Additionally, many EVV systems complicate an already challenging power dynamic for individuals and providers under consumer-direction programs or waivers. Navigating a successful employer-employee relationship poses unique difficulties given that the employee (independent provider) is physically managing tasks for the employer (consumer), yet being paid by a third-party (fiscal management agency). When a third-party takes on more responsibility, such as managing schedules or supervising timesheets as EVV demands, it erodes the employer-employee relationship.
There are few EVV systems in play today that offer accessibility to individuals with severe visual, cognitive or mobility disabilities. Alternatives to preferred EVV systems have been challenging for consumers to receive authorization to use.
Lastly, in states with intrusive EVV devices, consumers report a larger than usual occurrence of providers quitting their long-term positions and leaving the home care industry. Nation-wide there is a severe shortage of home care providers. Coupled with decreasing pay that often falls at minimum wage, providers are choosing to find other careers where they have less responsibility, less scrutiny of their commitment and respect to their job, and better pay and benefits. This is leading to higher rates of institutionalization for disabled people as they are unable to find providers willing to work under these conditions.

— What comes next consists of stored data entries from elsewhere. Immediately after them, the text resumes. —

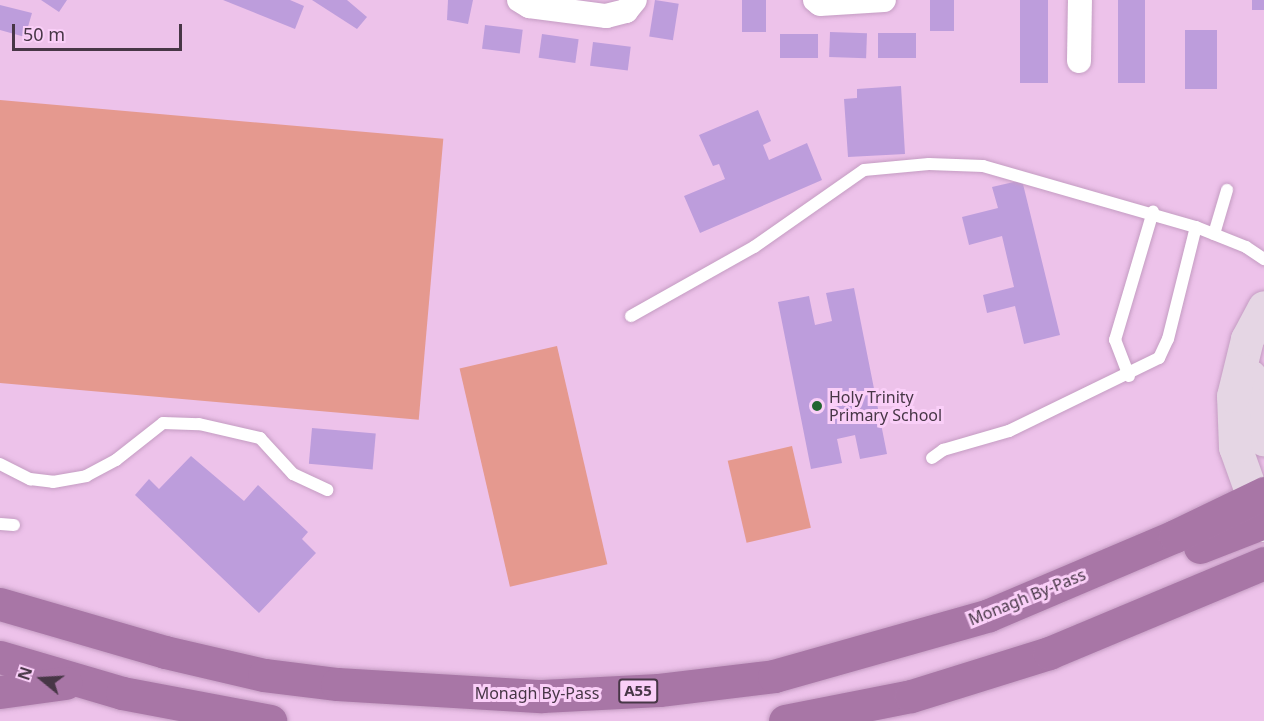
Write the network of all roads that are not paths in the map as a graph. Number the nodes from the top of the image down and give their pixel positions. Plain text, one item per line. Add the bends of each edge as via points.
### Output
1 (519, 0) edge
2 (635, 0) edge
3 (815, 0) edge
4 (884, 0) edge
5 (1080, 0) edge
6 (1079, 61) dead end
7 (1227, 190) dead end
8 (1153, 212) junction
9 (1196, 227) junction
10 (1214, 234) junction
11 (1264, 259) edge
12 (1264, 307) edge
13 (631, 316) dead end
14 (1247, 339) junction
15 (1128, 376) junction
16 (1264, 439) edge
17 (932, 458) dead end
18 (0, 464) edge
19 (327, 490) dead end
20 (1261, 511) edge
21 (0, 524) edge
22 (14, 525) dead end
23 (1264, 563) edge
24 (0, 604) edge
25 (0, 657) edge
26 (90, 684) junction
27 (0, 692) edge
28 (270, 721) edge
29 (785, 721) edge

1 - 2 street via 529,6 606,16 626,11
3 - 4 street via 820,4
5 - 6 street
7 - 10 lane
8 - 9 lane
8 - 13 lane via 983,166 929,164 864,170 754,247
8 - 15 lane via 1115,340
9 - 10 lane
9 - 15 lane via 1168,339 1159,358
10 - 11 lane
12 - 14 street
14 - 16 street via 1253,405
14 - 20 street via 1233,396 1235,447
15 - 17 lane via 1010,431 944,450
18 - 19 lane via 30,479 53,482 86,476 116,459 163,423 199,424 260,438 293,474
20 - 24 highway, Monagh By-Pass / A55 via 1175,536 989,615 774,676 659,690 542,696 404,690 264,675 90,633
21 - 22 lane
23 - 29 highway via 1049,653 911,696
25 - 26 highway
26 - 27 highway via 53,683
26 - 28 highway

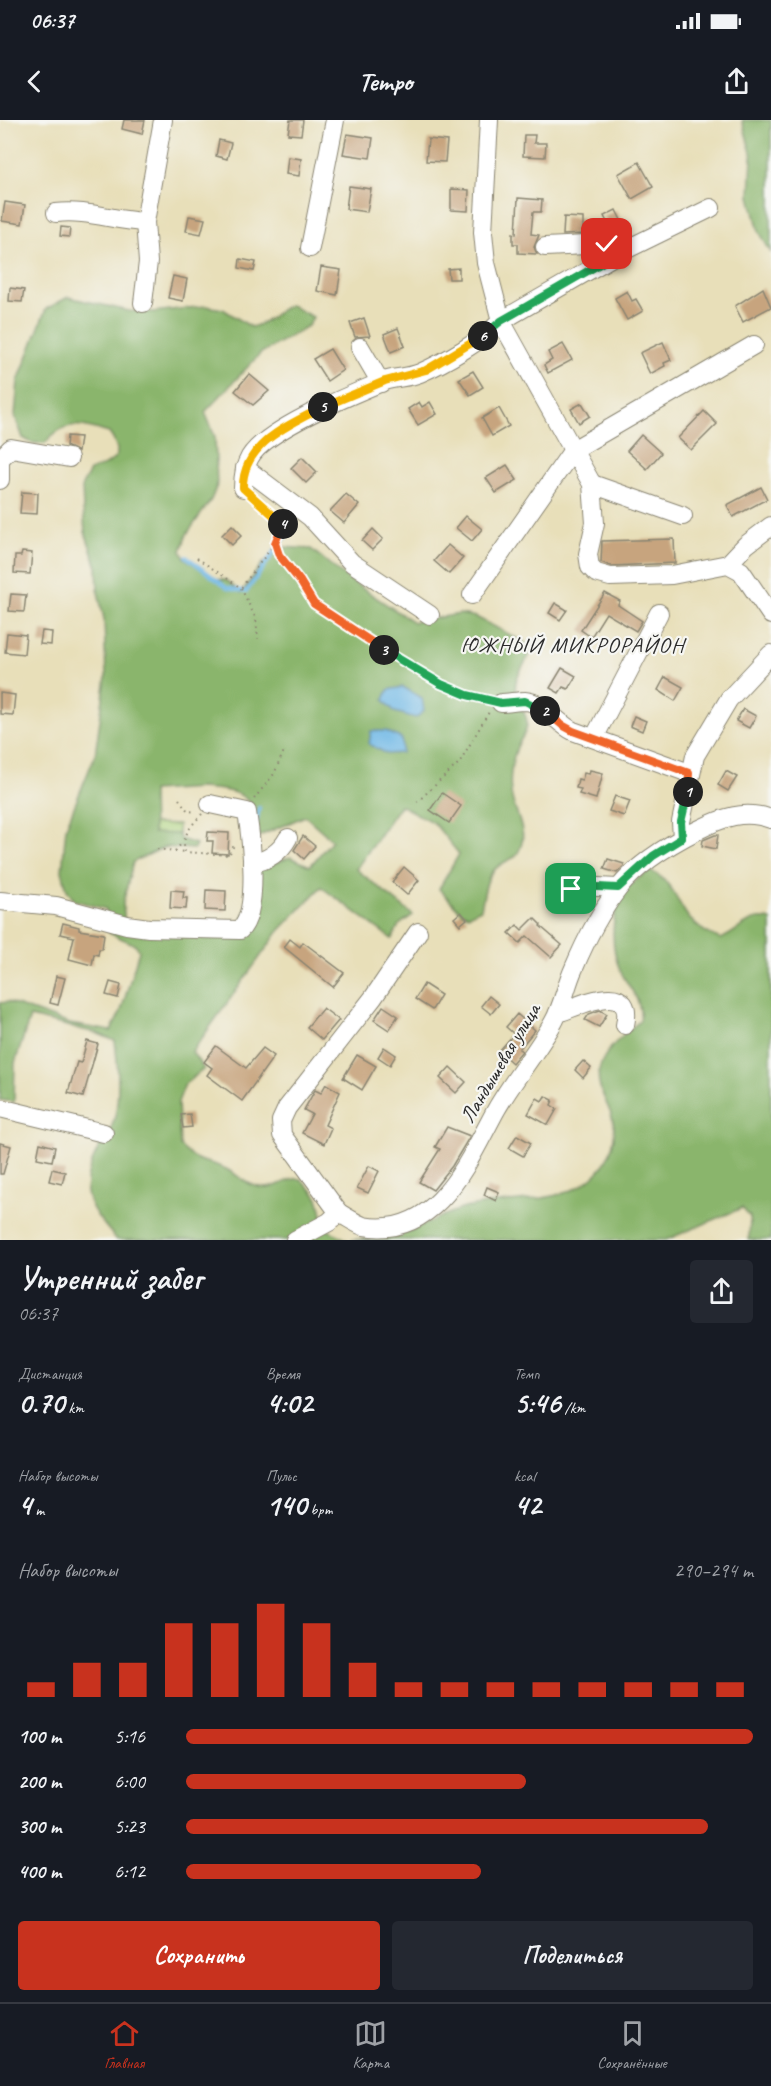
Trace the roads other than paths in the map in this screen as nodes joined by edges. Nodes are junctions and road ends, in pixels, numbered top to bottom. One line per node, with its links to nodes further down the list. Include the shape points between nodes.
1 (163, 120): 6 (street)
2 (335, 120): 8 (street)
3 (489, 120): 11 (street, via 483,232 486,263)
4 (711, 208): 9 (street)
5 (56, 213): 6 (street, via 73,210)
6 (145, 222): 10 (street, via 148,262)
7 (545, 247): 9 (street, via 607,244)
8 (310, 248)
9 (619, 253): 11 (street)
10 (143, 303)
11 (501, 321): 14 (street, via 484,336 426,370); 15 (street)
12 (754, 345): 15 (street)
13 (360, 347): 14 (street)
14 (381, 383): 17 (street, via 345,396 263,443)
15 (573, 450): 19 (street); 24 (street)
16 (69, 458): 18 (street, via 11,448 0,459)
17 (245, 468): 20 (street); 26 (street, via 310,517 352,563)
18 (0, 480)
19 (592, 484): 21 (street); 23 (street, via 595,523 588,554 590,567 597,573 610,577 672,575)
20 (243, 488)
21 (683, 516)
22 (771, 526): 23 (street)
23 (728, 564): 27 (street, via 741,571)
24 (472, 595)
25 (659, 613): 30 (street)
26 (430, 615)
27 (771, 615)
28 (771, 654): 31 (street, via 729,699)
29 (501, 703): 30 (street, via 535,704 562,725)
30 (594, 738): 31 (street)
31 (689, 773): 35 (street)
32 (207, 808): 36 (street, via 247,812 242,841)
33 (771, 819): 35 (street, Ландышевая улица, via 744,813 718,820)
34 (288, 838): 36 (street, via 283,848)
35 (682, 838): 37 (street, Ландышевая улица, via 653,856)
36 (252, 863): 39 (street, via 249,916 240,930 150,928 56,906)
37 (618, 888): 38 (street, via 577,886); 41 (street, Ландышевая улица, via 574,967)
38 (564, 893)
39 (0, 901)
40 (418, 932): 45 (street, via 374,998 287,1108 281,1121 282,1134)
41 (558, 1013): 42 (street, via 611,997 626,1008); 45 (street, Ландышевая улица, via 497,1108 449,1197 437,1209 410,1225 387,1230 363,1226)
42 (625, 1025)
43 (0, 1108): 44 (street)
44 (104, 1133)
45 (339, 1213): 46 (street)
46 (295, 1240)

What solutions does Stop EVV promote?
Stop EVV knows that electronic visit verification systems can be designed in a way that protects the original intent and integrity of independent living programs and waivers. To do so, we call on Congress to exempt consumer-directed programs and shared living environments, such as family provided care or live-in providers, from federal EVV requirements. We further demand Congress and state officials prohibit the use of invasive components in Electronic Visit Verification systems. We refuse to accept that global positioning systems (GPS) tracking, biometric data collection or geofencing is a necessary part of capturing the location feature in EVV. As an EVV solution, Stop EVV recommends and supports the use of web-based time sheets, where both the consumer and individual provider can input and edit shifts on a weekly basis.